Limitations and strengths

The biggest weakness of this study is the self-reporting of complications. However, the authors believe anonymised data collection and pooling before analysis would have encouraged collaborators to submit accurate data as there was no personal incentive to underreport complications. And the morbidity and mortality rates in this study seem similar to what authors see in their institutions perhaps suggesting complications were fully reported. Other possible concerns could be regarding the inclusion of all consecutive cases during the study period. Though we repeatedly reminded our collaborators to include all consecutive cases during the study period to get rid of selection bias, we cannot be certain of this.

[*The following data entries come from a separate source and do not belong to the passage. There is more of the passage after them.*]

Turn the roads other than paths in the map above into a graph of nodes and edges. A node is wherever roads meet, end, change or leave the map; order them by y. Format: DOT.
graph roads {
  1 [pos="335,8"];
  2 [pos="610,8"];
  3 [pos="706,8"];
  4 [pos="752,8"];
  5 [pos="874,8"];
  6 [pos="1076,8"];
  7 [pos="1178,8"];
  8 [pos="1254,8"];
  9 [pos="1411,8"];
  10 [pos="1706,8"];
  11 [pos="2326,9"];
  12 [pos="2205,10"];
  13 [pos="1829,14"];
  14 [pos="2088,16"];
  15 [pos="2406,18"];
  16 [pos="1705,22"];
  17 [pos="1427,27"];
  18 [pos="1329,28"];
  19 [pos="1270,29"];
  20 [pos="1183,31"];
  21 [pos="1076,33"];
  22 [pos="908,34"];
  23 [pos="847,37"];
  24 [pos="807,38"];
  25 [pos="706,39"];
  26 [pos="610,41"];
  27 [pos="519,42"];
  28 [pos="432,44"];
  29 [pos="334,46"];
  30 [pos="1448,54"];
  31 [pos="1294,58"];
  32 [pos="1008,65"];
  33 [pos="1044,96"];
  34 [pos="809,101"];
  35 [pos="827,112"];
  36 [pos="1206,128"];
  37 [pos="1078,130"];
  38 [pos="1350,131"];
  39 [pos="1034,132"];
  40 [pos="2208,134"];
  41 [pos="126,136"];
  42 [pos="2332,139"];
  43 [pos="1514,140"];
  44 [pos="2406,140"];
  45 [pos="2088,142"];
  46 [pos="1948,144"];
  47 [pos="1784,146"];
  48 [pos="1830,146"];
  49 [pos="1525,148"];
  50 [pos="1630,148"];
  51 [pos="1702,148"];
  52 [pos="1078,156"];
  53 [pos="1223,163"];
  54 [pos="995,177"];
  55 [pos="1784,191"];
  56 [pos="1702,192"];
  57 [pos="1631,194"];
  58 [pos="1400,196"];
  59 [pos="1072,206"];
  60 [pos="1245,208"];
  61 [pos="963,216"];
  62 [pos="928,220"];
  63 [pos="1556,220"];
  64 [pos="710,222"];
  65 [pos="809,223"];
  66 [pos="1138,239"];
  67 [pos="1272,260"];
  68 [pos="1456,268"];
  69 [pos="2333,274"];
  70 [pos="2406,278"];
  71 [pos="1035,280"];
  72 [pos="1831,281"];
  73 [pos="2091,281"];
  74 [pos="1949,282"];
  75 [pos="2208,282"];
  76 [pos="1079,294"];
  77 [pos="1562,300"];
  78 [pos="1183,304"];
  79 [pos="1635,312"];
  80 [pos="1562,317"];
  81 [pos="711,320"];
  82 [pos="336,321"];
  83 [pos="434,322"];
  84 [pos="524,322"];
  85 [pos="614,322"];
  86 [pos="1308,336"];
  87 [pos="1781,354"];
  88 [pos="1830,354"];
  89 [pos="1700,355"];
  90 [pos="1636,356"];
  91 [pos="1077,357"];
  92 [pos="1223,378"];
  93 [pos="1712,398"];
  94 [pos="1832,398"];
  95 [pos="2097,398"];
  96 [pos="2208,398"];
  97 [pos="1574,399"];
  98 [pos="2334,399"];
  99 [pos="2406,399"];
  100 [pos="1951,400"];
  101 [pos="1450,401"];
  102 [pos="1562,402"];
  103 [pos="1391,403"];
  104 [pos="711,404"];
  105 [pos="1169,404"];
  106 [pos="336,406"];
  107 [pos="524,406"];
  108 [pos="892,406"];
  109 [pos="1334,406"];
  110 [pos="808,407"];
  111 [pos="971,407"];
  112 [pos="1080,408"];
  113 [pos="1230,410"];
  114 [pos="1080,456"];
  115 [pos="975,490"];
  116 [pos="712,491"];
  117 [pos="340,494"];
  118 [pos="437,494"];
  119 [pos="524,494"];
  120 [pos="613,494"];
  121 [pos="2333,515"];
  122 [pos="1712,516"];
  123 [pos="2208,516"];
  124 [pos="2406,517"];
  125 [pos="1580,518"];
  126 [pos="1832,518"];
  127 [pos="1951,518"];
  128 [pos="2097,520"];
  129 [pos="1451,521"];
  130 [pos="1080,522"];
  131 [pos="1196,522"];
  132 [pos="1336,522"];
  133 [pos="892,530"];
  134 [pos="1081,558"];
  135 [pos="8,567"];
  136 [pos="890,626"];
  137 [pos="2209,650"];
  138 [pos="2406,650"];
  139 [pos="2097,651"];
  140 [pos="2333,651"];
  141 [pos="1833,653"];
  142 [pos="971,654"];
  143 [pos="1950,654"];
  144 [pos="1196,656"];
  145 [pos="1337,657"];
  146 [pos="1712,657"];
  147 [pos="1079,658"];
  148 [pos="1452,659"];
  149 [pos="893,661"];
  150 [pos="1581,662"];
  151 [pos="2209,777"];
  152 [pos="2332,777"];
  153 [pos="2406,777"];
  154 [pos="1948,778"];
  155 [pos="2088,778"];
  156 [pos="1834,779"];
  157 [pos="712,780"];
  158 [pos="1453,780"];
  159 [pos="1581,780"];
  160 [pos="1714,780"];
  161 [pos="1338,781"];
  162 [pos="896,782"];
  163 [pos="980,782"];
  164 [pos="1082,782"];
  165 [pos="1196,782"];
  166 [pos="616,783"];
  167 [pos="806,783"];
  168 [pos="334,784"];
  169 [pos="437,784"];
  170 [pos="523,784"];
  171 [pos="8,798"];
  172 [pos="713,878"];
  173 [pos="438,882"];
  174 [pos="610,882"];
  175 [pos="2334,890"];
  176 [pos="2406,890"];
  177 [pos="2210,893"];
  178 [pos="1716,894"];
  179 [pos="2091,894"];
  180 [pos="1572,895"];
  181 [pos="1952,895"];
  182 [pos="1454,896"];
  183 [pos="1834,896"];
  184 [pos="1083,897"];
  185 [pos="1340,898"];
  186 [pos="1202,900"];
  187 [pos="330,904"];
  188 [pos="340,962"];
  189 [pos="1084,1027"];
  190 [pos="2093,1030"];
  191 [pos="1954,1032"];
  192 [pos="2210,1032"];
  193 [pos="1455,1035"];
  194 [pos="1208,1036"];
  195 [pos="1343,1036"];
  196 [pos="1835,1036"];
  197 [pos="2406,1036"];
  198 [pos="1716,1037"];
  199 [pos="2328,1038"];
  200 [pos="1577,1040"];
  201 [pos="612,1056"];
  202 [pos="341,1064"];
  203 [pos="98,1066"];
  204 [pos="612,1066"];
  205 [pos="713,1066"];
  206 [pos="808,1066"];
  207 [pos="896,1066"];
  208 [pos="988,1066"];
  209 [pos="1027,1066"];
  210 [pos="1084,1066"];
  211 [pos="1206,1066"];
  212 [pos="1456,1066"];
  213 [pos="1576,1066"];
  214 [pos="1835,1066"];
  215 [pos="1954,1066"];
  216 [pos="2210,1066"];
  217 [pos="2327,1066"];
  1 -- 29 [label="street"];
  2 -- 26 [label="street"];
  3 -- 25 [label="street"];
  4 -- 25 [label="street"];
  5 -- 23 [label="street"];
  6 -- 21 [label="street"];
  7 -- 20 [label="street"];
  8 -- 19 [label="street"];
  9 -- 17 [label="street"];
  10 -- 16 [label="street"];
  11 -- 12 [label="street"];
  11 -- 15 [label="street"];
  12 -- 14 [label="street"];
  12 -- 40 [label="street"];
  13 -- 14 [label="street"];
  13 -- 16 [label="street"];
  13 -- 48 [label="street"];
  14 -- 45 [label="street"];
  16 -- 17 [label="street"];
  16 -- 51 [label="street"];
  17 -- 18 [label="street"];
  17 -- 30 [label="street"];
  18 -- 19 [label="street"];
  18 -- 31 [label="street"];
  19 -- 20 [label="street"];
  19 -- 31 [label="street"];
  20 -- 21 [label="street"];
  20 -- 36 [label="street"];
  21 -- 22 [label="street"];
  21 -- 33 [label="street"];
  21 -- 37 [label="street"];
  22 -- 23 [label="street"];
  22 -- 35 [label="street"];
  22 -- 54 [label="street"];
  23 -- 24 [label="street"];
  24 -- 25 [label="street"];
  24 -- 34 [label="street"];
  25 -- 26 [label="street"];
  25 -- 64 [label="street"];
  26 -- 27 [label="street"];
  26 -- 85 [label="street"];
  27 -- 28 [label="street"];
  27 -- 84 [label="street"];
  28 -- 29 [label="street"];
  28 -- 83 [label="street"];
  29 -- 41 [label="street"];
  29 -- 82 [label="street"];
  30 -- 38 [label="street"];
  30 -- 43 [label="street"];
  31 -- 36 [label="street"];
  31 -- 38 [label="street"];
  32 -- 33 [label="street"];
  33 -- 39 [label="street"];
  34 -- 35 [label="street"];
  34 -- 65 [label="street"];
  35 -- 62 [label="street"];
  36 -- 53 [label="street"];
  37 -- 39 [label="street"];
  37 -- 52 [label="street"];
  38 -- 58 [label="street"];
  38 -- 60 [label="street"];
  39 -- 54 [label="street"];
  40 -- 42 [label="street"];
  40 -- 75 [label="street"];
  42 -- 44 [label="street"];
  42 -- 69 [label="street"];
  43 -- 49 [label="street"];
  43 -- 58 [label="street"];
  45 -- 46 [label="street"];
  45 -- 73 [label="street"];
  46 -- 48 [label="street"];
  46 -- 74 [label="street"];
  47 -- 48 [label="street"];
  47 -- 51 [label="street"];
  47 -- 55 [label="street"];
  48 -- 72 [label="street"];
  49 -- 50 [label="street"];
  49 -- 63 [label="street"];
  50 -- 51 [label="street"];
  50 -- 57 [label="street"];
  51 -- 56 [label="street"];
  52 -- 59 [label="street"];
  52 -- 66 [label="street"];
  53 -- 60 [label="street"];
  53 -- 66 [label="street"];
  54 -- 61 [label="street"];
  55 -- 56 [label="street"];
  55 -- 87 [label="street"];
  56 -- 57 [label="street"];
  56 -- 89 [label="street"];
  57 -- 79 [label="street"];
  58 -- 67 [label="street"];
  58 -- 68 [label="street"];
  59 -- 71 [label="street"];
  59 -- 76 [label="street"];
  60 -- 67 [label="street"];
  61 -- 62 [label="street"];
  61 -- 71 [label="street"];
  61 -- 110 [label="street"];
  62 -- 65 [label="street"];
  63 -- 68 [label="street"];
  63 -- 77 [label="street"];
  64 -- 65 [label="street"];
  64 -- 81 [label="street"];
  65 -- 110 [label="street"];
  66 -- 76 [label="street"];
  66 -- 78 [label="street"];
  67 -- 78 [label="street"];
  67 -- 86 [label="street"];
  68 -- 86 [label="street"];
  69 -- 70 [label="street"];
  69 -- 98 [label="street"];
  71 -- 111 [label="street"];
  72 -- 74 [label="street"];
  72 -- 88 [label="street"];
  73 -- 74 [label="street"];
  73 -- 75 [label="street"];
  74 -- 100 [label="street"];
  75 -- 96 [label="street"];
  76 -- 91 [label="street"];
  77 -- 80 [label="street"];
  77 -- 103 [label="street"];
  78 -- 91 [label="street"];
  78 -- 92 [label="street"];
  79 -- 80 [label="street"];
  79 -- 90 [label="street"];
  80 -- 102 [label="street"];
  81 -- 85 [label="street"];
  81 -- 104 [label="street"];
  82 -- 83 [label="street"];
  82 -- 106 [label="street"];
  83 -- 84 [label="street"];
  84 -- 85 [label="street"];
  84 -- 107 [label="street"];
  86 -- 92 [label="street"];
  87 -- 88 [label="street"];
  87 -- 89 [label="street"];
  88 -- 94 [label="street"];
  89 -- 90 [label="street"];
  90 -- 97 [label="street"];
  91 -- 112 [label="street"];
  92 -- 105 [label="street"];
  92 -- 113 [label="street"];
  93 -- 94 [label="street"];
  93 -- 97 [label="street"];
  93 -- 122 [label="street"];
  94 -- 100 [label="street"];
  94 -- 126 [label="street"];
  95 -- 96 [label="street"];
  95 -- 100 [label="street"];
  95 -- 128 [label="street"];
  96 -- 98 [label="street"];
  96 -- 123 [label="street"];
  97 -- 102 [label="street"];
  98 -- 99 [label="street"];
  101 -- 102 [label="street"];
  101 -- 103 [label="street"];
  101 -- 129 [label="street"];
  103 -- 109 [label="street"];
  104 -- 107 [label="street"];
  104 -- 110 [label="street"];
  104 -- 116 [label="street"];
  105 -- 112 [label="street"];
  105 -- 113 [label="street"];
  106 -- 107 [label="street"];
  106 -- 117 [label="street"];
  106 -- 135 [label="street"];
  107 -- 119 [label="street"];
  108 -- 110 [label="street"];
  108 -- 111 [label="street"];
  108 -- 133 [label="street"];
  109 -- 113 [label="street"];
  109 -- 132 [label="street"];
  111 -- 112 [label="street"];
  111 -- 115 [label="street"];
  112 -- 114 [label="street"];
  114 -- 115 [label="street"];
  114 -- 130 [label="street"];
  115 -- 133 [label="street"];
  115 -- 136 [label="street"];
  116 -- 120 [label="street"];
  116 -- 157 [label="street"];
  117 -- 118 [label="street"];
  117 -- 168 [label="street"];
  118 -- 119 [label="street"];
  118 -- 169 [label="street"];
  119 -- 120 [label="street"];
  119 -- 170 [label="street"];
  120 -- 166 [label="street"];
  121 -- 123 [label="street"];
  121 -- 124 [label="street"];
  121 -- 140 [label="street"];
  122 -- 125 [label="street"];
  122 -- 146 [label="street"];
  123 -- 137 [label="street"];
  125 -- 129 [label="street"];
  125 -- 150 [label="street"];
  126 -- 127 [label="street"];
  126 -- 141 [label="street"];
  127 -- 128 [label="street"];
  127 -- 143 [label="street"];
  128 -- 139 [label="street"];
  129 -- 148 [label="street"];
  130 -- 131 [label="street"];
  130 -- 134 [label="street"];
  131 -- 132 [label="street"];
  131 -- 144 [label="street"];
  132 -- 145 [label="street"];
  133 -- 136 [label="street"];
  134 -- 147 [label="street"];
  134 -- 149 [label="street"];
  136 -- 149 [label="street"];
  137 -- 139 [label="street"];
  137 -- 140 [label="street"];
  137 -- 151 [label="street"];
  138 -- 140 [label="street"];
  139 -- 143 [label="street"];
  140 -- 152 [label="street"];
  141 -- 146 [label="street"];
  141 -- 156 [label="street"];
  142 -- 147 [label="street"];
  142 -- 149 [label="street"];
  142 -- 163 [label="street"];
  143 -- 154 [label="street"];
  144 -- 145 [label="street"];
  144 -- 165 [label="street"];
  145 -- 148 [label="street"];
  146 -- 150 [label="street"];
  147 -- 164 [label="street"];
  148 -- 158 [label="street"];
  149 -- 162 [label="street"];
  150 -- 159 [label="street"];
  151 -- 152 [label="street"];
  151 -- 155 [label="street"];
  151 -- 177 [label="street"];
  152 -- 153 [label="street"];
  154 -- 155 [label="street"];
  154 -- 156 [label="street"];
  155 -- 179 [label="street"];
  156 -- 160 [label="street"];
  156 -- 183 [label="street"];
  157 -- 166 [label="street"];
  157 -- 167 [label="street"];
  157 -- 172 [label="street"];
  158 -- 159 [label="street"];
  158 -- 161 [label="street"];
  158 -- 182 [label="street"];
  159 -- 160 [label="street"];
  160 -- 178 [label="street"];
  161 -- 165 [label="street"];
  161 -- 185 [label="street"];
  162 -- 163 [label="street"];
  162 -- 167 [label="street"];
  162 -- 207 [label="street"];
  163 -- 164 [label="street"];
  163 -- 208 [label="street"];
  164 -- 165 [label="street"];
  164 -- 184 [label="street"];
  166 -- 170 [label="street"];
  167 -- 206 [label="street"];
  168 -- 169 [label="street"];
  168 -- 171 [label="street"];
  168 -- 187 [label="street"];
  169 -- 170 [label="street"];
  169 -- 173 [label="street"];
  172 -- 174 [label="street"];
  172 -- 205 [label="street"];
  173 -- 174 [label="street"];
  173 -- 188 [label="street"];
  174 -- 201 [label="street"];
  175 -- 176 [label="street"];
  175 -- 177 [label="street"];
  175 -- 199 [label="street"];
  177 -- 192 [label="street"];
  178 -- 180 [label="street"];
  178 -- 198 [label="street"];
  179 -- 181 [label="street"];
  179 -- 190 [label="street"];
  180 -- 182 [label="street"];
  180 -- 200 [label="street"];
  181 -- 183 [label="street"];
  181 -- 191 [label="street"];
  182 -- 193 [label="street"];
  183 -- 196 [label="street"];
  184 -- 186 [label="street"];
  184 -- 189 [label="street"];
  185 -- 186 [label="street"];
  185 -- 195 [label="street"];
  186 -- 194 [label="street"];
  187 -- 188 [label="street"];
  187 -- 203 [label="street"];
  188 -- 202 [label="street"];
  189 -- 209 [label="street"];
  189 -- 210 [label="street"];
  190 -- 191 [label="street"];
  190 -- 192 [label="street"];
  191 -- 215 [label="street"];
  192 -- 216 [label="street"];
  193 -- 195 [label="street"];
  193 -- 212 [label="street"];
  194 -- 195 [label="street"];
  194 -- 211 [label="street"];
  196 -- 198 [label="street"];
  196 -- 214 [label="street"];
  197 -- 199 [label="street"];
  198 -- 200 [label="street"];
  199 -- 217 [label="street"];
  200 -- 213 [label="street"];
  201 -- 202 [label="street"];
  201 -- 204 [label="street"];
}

The study included surgeons practising in different setups (government hospitals as well as small and large private hospitals) with wide variation in health care facilities. The surgeons' expertise and training differed too as did the patient population thus leading to heterogenicity of data. Also, since ours was a multicentre study, the preoperative workup, and postoperative care, and overall quality of care would have varied from one institution to the other. But it was important for obtaining an estimate of the true picture of 30-day morbidity and mortality of LC in India. Although it was not our purpose to publish individual centre outcomes to preserve anonymity, surgeons in these centres should be able to compare their data to the pooled national data reported in this study and drive local quality improvement projects.

The use of Clavien–Dindo scoring has its limitations as it does not tell us anything about the nature of complications. To overcome this, we have also reported individual complications. Another potential weakness of our study is the 30-day follow-up. We would, therefore, not have been able to capture morbidity and mortality occurring after that period. The use of a 90-day follow-up [20] could overcome this weakness. At the same time, 30-day morbidity and mortality are widely used as surrogates for surgical safety in the academic literature.

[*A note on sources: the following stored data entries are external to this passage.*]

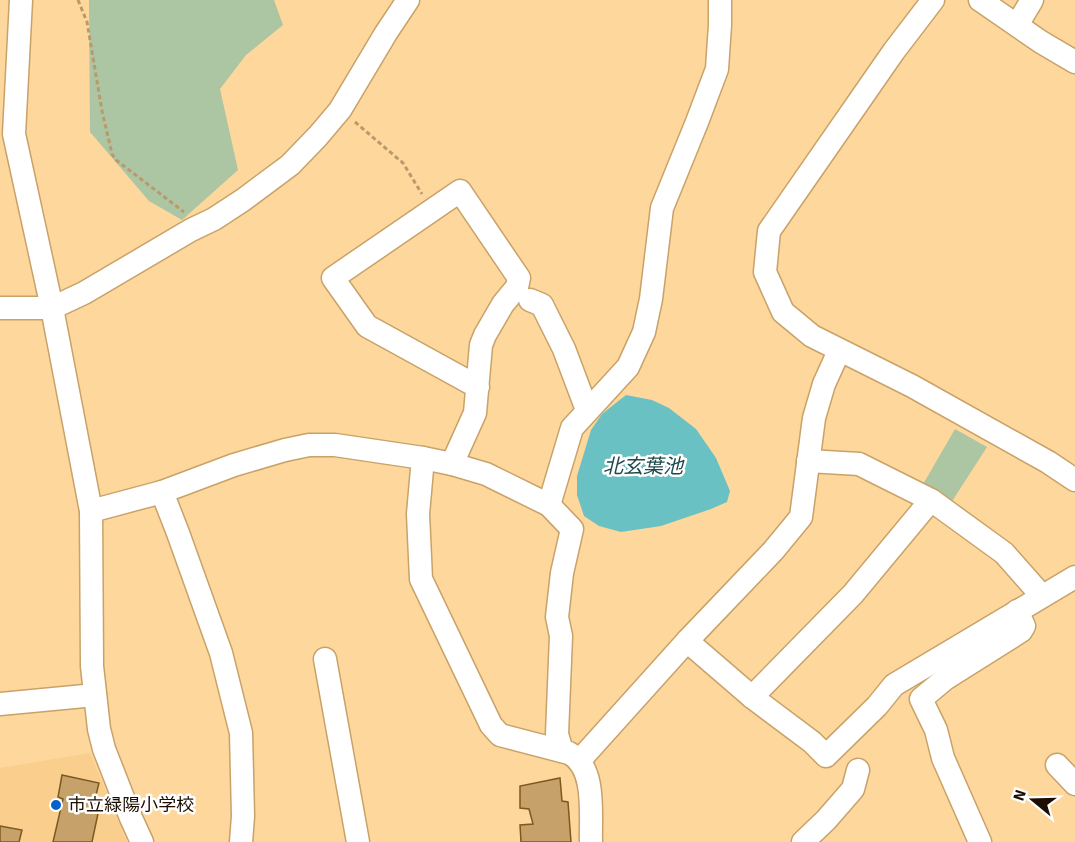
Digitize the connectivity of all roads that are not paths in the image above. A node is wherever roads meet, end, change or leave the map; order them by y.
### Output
1 (21, 0) edge
2 (408, 0) edge
3 (720, 0) edge
4 (933, 0) edge
5 (980, 0) edge
6 (1032, 0) edge
7 (1017, 25) junction
8 (1075, 62) edge
9 (7, 134) edge
10 (530, 300) dead end
11 (0, 308) edge
12 (52, 308) junction
13 (839, 351) junction
14 (478, 387) junction
15 (587, 410) junction
16 (423, 458) junction
17 (808, 461) junction
18 (452, 464) junction
19 (1075, 480) edge
20 (162, 492) junction
21 (931, 500) junction
22 (549, 505) junction
23 (91, 511) junction
24 (1075, 577) edge
25 (1042, 596) junction
26 (1017, 611) junction
27 (687, 641) junction
28 (325, 659) dead end
29 (95, 695) junction
30 (752, 697) junction
31 (0, 704) edge
32 (571, 756) junction
33 (1057, 765) dead end
34 (858, 770) dead end
35 (1075, 784) edge
36 (142, 842) edge
37 (241, 842) edge
38 (358, 842) edge
39 (591, 842) edge
40 (803, 842) edge
41 (980, 842) edge

1 - 9 street
2 - 12 street
3 - 15 street
4 - 13 street
5 - 7 street
6 - 7 street
7 - 8 street
9 - 12 street
10 - 15 street
11 - 12 street
12 - 23 street
13 - 17 street
13 - 19 street
14 - 14 street
14 - 18 street
15 - 22 street
16 - 18 street
16 - 20 street
16 - 32 street
17 - 21 street
17 - 27 street
18 - 22 street
20 - 23 street
20 - 37 street
21 - 25 street
21 - 30 street
22 - 32 street
23 - 29 street
24 - 25 street
25 - 26 street
26 - 30 street
26 - 41 street
27 - 30 street
27 - 32 street
28 - 38 street
29 - 31 street
29 - 36 street
32 - 39 street
33 - 35 street
34 - 40 street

At the same time, there are few prospective, contemporary, multicentre national studies on LC on such a large number of patients making this study a valuable addition to the surgical literature on this topic. It is also the first large experience from India with patients operated across the entire spectrum of Indian hospitals allowing us to obtain close to a true estimate of the safety of LC in India and also test for independent associations of variables with 30-day morbidity and mortality. Our use of validated CD grade of complications for capturing 30-day morbidity, 100% follow-up rate, and careful, manual checking of data are other factors worth highlighting.

Conclusion

This multicentre, prospective study of 6666 patients undergoing LC in 125 centres found a 30-day morbidity and mortality rate of 11.1% and 0.2%, respectively. Factors independently associated with 30-day mortality were the nature of surgeon practice, ischemic heart disease, emergency surgery, postoperative ICU stay, and postoperative duration of stay. Age, body weight, BMI, duration of symptoms, nature of surgeon practice, history of COVID-19, previous major abdominal surgery, acute cholecystitis (vs biliary colic), use of electrosurgical energy or ultrasonic/ advanced bipolar energy for cystic artery control (vs titanium clips); use of polymer clips for cystic duct control (vs titanium clips); conversion to open surgery, subtotal cholecystectomy, simultaneous common bile duct exploration (vs laparoscopic cholecystectomy), mucocele, gangrenous gallbladder, dense adhesions, intraoperative cholangiogram, and use of abdominal drain were independently associated with 30-day morbidity. Our results show that morbidity and mortality following LC in Indian hospitals are comparable to that in other large series reported from other parts of the world. We also encourage more surgeons from other Indian hospitals to participate in similar collaborative studies.